Locate each line of the material that contains "Котлярова", then return it.

Data:
────────
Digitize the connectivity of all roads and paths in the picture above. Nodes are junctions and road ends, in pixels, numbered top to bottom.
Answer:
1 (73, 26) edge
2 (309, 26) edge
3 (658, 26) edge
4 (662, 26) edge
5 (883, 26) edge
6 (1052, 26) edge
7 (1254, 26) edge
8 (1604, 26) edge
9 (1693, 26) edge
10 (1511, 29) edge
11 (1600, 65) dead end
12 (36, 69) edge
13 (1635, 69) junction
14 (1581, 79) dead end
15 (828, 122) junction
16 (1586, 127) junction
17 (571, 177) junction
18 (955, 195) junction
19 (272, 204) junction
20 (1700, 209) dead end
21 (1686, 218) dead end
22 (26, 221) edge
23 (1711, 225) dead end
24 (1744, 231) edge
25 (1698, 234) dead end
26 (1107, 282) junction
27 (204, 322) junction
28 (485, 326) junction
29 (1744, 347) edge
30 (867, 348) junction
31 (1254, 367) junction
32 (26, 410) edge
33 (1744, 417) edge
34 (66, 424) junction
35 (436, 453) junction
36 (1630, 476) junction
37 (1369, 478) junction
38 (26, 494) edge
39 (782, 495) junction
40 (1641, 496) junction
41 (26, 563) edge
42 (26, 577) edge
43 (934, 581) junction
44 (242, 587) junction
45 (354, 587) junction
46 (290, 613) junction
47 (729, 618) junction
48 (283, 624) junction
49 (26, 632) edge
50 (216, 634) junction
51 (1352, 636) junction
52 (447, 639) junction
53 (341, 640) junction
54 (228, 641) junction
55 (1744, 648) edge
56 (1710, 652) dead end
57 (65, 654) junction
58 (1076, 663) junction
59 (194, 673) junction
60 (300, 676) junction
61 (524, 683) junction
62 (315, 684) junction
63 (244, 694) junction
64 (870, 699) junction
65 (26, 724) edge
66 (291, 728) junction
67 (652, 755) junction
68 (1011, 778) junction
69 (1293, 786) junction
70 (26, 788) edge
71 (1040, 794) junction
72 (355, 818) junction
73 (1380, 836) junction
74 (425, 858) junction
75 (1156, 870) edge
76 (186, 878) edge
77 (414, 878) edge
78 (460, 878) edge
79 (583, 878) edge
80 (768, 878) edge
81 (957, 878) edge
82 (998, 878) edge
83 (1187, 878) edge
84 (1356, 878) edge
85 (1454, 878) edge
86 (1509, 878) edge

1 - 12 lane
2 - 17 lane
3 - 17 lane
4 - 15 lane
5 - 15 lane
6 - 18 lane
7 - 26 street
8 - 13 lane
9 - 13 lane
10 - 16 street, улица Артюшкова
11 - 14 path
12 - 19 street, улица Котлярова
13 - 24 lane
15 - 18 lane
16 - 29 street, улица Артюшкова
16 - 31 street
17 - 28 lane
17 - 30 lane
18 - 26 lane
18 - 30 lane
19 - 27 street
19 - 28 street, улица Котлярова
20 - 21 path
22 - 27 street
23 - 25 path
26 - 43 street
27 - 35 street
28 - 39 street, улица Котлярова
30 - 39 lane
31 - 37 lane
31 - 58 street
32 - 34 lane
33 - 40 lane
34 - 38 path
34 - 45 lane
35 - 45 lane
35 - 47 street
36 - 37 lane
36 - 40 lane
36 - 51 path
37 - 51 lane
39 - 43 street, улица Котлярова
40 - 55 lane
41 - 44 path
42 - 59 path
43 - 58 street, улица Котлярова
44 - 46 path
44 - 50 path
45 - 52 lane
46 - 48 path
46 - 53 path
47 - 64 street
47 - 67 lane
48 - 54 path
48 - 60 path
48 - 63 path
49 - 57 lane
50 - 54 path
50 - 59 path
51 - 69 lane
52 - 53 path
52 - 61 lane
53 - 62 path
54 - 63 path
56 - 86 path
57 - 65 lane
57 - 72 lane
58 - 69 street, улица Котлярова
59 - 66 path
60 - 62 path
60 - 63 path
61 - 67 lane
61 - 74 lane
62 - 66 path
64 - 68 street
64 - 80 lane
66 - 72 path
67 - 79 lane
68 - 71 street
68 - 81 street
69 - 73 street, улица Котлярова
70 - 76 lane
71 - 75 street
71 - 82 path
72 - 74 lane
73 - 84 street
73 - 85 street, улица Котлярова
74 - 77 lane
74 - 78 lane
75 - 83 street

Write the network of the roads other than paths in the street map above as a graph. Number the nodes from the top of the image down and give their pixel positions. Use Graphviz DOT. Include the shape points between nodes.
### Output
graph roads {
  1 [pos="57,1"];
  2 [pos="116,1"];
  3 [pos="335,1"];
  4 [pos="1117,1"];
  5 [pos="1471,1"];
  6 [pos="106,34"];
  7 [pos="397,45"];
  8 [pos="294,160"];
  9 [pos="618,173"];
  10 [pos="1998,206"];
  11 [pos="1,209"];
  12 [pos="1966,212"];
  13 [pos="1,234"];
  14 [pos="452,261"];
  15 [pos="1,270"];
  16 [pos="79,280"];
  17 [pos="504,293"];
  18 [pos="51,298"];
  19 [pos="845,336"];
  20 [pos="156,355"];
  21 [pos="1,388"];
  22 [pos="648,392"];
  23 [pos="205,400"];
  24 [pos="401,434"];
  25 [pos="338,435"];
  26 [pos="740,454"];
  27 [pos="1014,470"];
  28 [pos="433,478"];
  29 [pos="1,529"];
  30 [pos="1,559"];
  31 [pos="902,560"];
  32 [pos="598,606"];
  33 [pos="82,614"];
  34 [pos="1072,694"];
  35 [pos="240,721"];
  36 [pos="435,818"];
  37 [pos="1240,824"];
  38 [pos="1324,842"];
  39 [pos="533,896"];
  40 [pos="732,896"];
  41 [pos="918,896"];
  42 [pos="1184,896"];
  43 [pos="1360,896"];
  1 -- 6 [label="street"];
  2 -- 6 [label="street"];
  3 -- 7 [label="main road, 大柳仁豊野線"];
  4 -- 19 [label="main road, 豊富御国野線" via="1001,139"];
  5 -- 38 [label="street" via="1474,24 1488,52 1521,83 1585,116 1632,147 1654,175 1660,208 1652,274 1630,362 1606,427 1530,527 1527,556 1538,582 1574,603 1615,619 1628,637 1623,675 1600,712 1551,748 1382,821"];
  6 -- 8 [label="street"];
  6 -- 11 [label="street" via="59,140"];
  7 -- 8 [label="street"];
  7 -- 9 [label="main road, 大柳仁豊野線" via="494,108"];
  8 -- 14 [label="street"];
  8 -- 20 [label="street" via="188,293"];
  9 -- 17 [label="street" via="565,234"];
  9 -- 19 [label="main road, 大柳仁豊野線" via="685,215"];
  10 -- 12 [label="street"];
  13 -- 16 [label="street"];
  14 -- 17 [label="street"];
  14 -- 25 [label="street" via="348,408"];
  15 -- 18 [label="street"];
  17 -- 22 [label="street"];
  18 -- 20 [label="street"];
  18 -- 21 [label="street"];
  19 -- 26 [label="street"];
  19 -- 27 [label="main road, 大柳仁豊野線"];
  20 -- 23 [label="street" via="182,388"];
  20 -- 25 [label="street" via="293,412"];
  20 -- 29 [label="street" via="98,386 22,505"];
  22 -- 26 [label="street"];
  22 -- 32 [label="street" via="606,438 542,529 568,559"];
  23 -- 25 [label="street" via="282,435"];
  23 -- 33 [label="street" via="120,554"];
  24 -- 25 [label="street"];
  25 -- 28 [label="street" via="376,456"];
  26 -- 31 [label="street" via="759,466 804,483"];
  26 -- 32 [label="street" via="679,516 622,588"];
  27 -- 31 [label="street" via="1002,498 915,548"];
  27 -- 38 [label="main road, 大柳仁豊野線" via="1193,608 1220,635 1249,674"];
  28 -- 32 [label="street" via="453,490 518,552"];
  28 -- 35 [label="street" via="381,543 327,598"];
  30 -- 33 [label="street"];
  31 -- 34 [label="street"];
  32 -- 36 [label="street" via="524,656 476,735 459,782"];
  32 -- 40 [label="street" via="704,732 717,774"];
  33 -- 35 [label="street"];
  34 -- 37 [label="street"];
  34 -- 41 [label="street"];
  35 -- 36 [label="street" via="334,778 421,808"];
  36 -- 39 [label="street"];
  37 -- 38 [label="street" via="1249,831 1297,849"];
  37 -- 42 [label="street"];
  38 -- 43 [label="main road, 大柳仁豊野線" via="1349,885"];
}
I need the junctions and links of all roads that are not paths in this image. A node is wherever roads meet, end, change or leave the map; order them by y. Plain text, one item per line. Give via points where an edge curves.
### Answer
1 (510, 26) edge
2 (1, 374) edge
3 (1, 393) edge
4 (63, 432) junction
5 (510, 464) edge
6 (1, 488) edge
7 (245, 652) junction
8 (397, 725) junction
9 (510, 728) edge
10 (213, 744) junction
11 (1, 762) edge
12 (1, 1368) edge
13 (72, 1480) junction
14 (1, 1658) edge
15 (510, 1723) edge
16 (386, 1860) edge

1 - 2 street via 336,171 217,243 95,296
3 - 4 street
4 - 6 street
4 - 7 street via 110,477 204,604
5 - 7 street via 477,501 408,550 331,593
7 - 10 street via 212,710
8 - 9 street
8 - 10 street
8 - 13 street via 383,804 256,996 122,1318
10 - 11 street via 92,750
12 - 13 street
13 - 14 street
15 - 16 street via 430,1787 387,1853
────────
Exercise answer:
12 - 19 street, улица Котлярова
19 - 28 street, улица Котлярова
28 - 39 street, улица Котлярова
39 - 43 street, улица Котлярова
43 - 58 street, улица Котлярова
58 - 69 street, улица Котлярова
69 - 73 street, улица Котлярова
73 - 85 street, улица Котлярова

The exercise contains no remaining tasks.